The records:
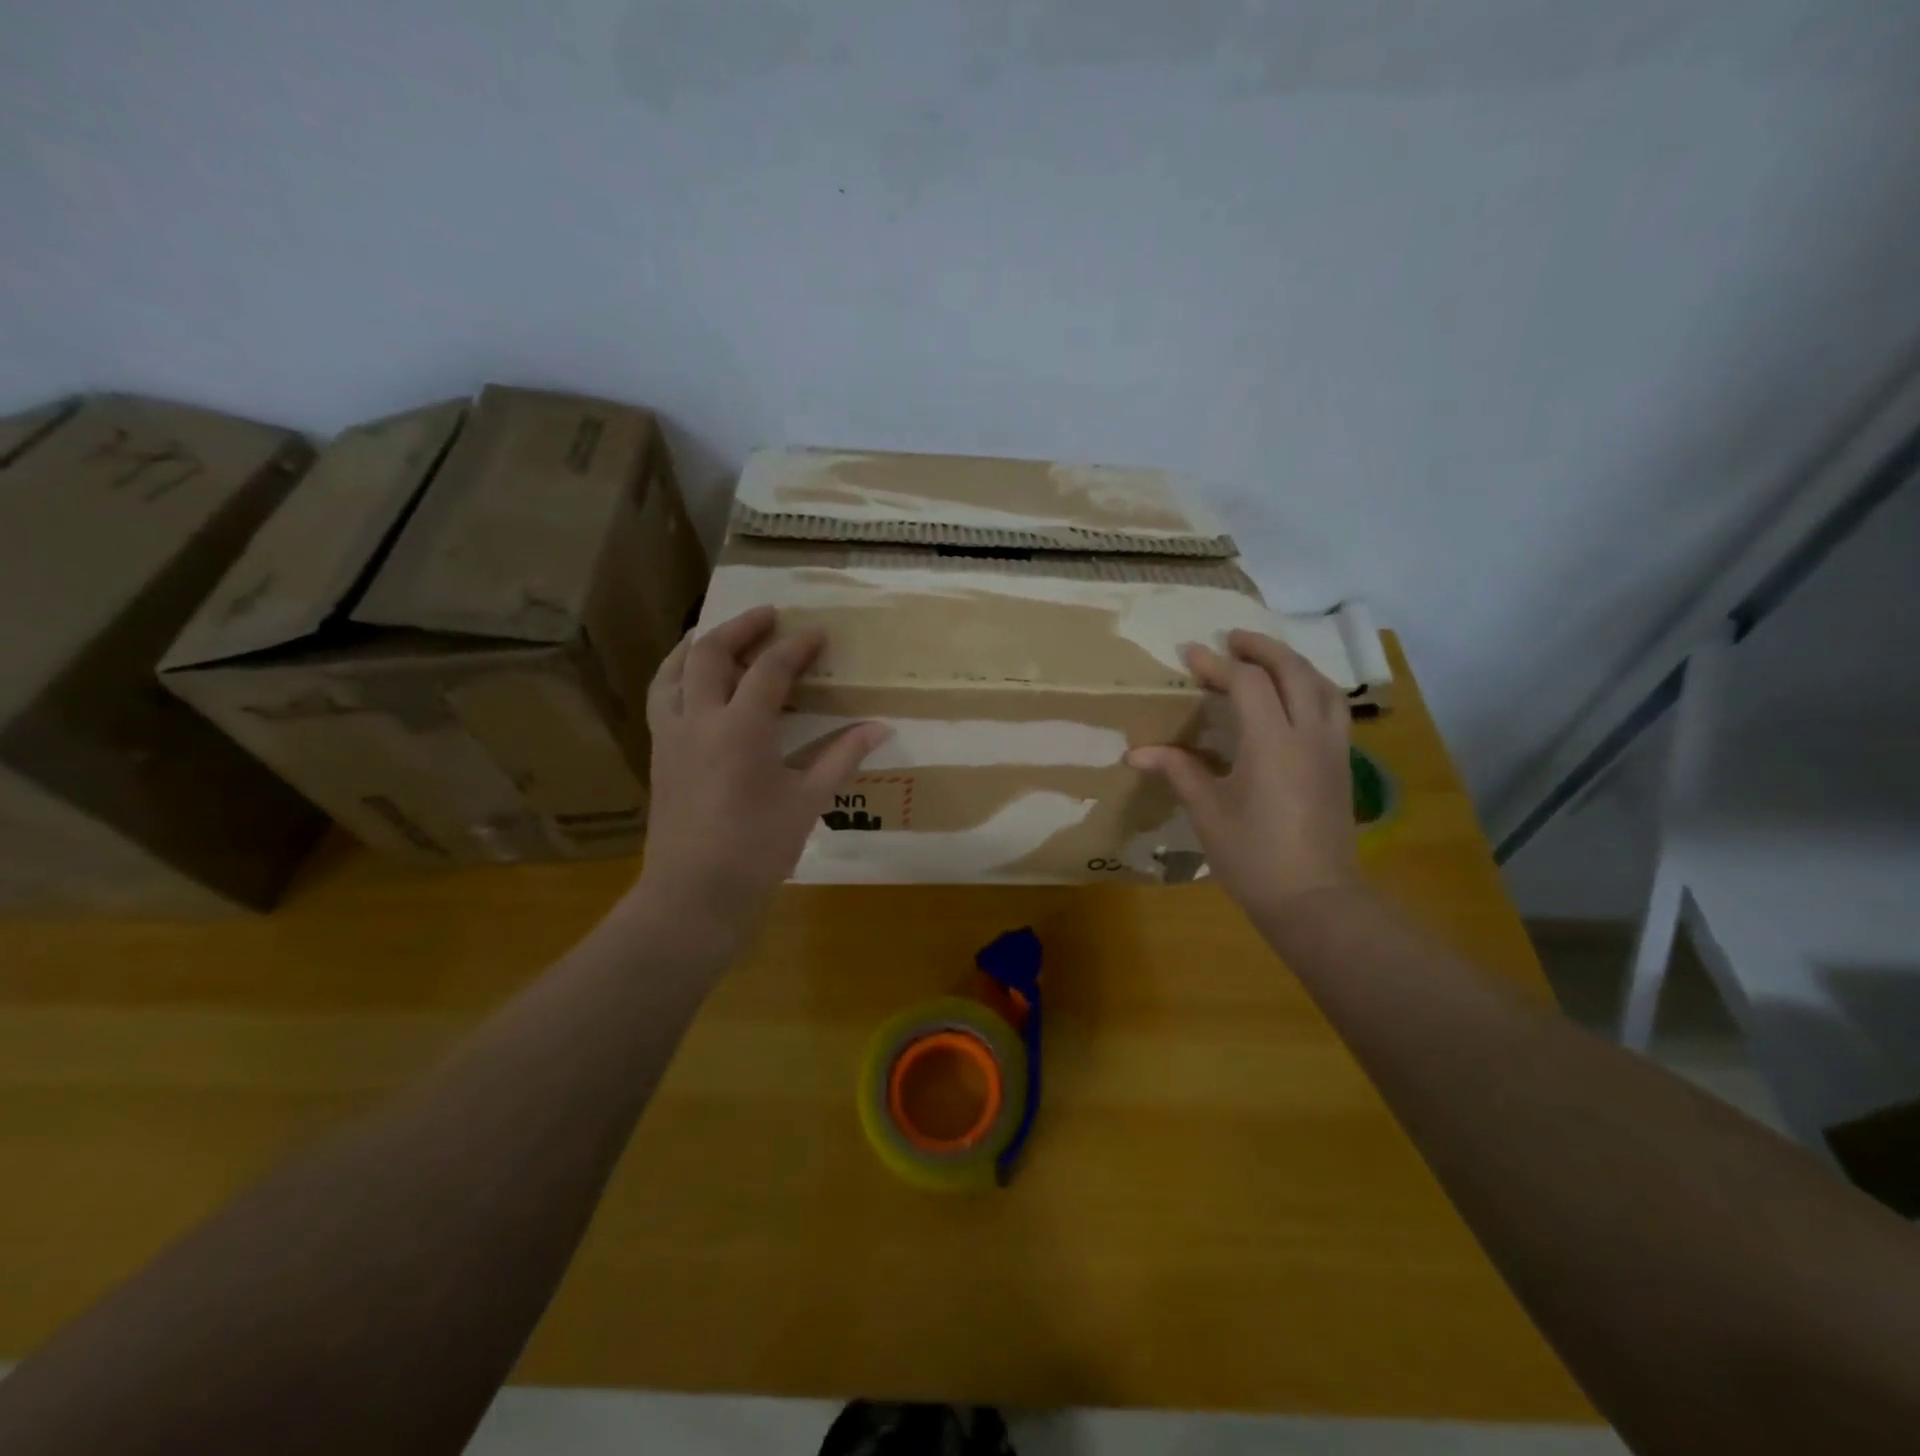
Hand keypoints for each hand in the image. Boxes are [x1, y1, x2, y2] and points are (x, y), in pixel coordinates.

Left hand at [631, 607, 888, 945]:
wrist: (694, 894)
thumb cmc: (757, 849)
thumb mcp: (807, 801)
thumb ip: (841, 757)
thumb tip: (880, 727)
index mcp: (741, 729)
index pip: (769, 670)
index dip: (796, 647)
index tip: (817, 632)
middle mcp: (699, 720)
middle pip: (710, 653)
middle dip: (741, 627)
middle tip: (769, 616)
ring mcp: (670, 736)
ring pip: (673, 671)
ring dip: (697, 644)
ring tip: (719, 633)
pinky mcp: (658, 755)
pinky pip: (662, 697)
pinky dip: (678, 675)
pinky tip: (694, 683)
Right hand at [1128, 630, 1359, 924]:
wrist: (1315, 900)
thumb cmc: (1253, 857)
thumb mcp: (1207, 812)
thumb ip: (1178, 770)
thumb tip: (1136, 752)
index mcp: (1272, 743)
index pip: (1247, 684)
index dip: (1217, 664)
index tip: (1190, 654)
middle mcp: (1308, 735)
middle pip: (1293, 670)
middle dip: (1262, 648)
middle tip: (1232, 639)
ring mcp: (1332, 749)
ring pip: (1322, 685)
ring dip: (1293, 663)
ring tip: (1266, 660)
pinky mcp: (1341, 765)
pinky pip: (1332, 708)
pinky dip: (1311, 688)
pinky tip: (1294, 700)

Work to be completed:
How many lines of these entries contain the string "pinky"? Reply with the number alone.

Your response:
8